** TASK STATEMENT **
A word-for-word transcription of the data below is required.

** ENTRIES SUPPLIED **
================

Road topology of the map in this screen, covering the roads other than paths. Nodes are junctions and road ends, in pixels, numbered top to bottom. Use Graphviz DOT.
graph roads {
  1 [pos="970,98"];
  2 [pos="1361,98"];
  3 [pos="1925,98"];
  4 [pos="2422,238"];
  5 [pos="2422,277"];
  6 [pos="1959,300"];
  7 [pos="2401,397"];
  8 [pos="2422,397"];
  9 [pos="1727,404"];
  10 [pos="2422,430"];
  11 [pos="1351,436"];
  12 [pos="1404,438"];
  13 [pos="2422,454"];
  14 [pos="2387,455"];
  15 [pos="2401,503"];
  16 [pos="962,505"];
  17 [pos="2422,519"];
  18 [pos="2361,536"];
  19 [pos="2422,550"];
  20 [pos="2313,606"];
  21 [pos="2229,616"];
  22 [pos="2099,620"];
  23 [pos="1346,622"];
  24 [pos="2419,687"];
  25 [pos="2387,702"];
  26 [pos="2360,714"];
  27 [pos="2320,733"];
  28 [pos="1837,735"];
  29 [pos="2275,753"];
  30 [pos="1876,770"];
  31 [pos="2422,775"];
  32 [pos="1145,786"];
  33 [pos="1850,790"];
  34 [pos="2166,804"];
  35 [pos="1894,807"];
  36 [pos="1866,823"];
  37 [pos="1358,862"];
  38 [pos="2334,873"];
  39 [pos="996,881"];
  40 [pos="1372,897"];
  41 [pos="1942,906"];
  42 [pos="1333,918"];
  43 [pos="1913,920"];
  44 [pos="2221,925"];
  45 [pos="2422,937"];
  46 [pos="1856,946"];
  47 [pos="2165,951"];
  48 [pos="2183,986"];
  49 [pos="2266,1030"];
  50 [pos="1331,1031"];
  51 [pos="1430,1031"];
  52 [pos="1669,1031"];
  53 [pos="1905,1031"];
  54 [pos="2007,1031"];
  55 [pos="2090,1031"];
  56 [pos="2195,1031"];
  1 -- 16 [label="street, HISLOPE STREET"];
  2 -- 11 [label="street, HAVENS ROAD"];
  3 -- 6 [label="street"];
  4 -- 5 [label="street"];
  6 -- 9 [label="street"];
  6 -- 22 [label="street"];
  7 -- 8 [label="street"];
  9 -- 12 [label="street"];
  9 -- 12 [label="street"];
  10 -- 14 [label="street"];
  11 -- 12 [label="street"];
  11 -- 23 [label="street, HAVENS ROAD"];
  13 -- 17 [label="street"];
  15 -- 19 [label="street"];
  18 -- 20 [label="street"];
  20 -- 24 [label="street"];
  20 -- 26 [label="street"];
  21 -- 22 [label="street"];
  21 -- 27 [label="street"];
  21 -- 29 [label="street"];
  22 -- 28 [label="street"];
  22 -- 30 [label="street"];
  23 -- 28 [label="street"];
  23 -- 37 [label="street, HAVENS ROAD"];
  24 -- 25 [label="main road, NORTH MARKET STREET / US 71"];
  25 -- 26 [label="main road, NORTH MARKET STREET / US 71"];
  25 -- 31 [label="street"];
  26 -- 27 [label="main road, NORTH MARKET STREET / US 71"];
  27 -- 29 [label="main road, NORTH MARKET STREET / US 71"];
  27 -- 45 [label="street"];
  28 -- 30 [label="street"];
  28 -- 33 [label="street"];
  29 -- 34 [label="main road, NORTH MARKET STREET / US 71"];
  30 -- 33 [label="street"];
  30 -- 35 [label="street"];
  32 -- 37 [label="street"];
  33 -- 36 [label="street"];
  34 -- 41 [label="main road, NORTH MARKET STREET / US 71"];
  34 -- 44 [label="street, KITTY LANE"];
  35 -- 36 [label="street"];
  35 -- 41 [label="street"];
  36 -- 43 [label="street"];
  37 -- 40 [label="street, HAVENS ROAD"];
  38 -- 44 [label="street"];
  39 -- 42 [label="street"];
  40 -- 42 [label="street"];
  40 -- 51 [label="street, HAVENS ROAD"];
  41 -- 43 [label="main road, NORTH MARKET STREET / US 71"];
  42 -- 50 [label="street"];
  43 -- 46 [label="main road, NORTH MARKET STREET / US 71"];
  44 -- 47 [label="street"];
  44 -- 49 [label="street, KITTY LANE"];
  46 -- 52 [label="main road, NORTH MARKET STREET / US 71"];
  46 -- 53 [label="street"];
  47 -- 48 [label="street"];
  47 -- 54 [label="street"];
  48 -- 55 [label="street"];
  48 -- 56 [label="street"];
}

================

** WRITTEN RESPONSE **
Road topology of the map in this screen, covering the roads other than paths. Nodes are junctions and road ends, in pixels, numbered top to bottom. Use Graphviz DOT.
graph roads {
  1 [pos="970,98"];
  2 [pos="1361,98"];
  3 [pos="1925,98"];
  4 [pos="2422,238"];
  5 [pos="2422,277"];
  6 [pos="1959,300"];
  7 [pos="2401,397"];
  8 [pos="2422,397"];
  9 [pos="1727,404"];
  10 [pos="2422,430"];
  11 [pos="1351,436"];
  12 [pos="1404,438"];
  13 [pos="2422,454"];
  14 [pos="2387,455"];
  15 [pos="2401,503"];
  16 [pos="962,505"];
  17 [pos="2422,519"];
  18 [pos="2361,536"];
  19 [pos="2422,550"];
  20 [pos="2313,606"];
  21 [pos="2229,616"];
  22 [pos="2099,620"];
  23 [pos="1346,622"];
  24 [pos="2419,687"];
  25 [pos="2387,702"];
  26 [pos="2360,714"];
  27 [pos="2320,733"];
  28 [pos="1837,735"];
  29 [pos="2275,753"];
  30 [pos="1876,770"];
  31 [pos="2422,775"];
  32 [pos="1145,786"];
  33 [pos="1850,790"];
  34 [pos="2166,804"];
  35 [pos="1894,807"];
  36 [pos="1866,823"];
  37 [pos="1358,862"];
  38 [pos="2334,873"];
  39 [pos="996,881"];
  40 [pos="1372,897"];
  41 [pos="1942,906"];
  42 [pos="1333,918"];
  43 [pos="1913,920"];
  44 [pos="2221,925"];
  45 [pos="2422,937"];
  46 [pos="1856,946"];
  47 [pos="2165,951"];
  48 [pos="2183,986"];
  49 [pos="2266,1030"];
  50 [pos="1331,1031"];
  51 [pos="1430,1031"];
  52 [pos="1669,1031"];
  53 [pos="1905,1031"];
  54 [pos="2007,1031"];
  55 [pos="2090,1031"];
  56 [pos="2195,1031"];
  1 -- 16 [label="street, HISLOPE STREET"];
  2 -- 11 [label="street, HAVENS ROAD"];
  3 -- 6 [label="street"];
  4 -- 5 [label="street"];
  6 -- 9 [label="street"];
  6 -- 22 [label="street"];
  7 -- 8 [label="street"];
  9 -- 12 [label="street"];
  9 -- 12 [label="street"];
  10 -- 14 [label="street"];
  11 -- 12 [label="street"];
  11 -- 23 [label="street, HAVENS ROAD"];
  13 -- 17 [label="street"];
  15 -- 19 [label="street"];
  18 -- 20 [label="street"];
  20 -- 24 [label="street"];
  20 -- 26 [label="street"];
  21 -- 22 [label="street"];
  21 -- 27 [label="street"];
  21 -- 29 [label="street"];
  22 -- 28 [label="street"];
  22 -- 30 [label="street"];
  23 -- 28 [label="street"];
  23 -- 37 [label="street, HAVENS ROAD"];
  24 -- 25 [label="main road, NORTH MARKET STREET / US 71"];
  25 -- 26 [label="main road, NORTH MARKET STREET / US 71"];
  25 -- 31 [label="street"];
  26 -- 27 [label="main road, NORTH MARKET STREET / US 71"];
  27 -- 29 [label="main road, NORTH MARKET STREET / US 71"];
  27 -- 45 [label="street"];
  28 -- 30 [label="street"];
  28 -- 33 [label="street"];
  29 -- 34 [label="main road, NORTH MARKET STREET / US 71"];
  30 -- 33 [label="street"];
  30 -- 35 [label="street"];
  32 -- 37 [label="street"];
  33 -- 36 [label="street"];
  34 -- 41 [label="main road, NORTH MARKET STREET / US 71"];
  34 -- 44 [label="street, KITTY LANE"];
  35 -- 36 [label="street"];
  35 -- 41 [label="street"];
  36 -- 43 [label="street"];
  37 -- 40 [label="street, HAVENS ROAD"];
  38 -- 44 [label="street"];
  39 -- 42 [label="street"];
  40 -- 42 [label="street"];
  40 -- 51 [label="street, HAVENS ROAD"];
  41 -- 43 [label="main road, NORTH MARKET STREET / US 71"];
  42 -- 50 [label="street"];
  43 -- 46 [label="main road, NORTH MARKET STREET / US 71"];
  44 -- 47 [label="street"];
  44 -- 49 [label="street, KITTY LANE"];
  46 -- 52 [label="main road, NORTH MARKET STREET / US 71"];
  46 -- 53 [label="street"];
  47 -- 48 [label="street"];
  47 -- 54 [label="street"];
  48 -- 55 [label="street"];
  48 -- 56 [label="street"];
}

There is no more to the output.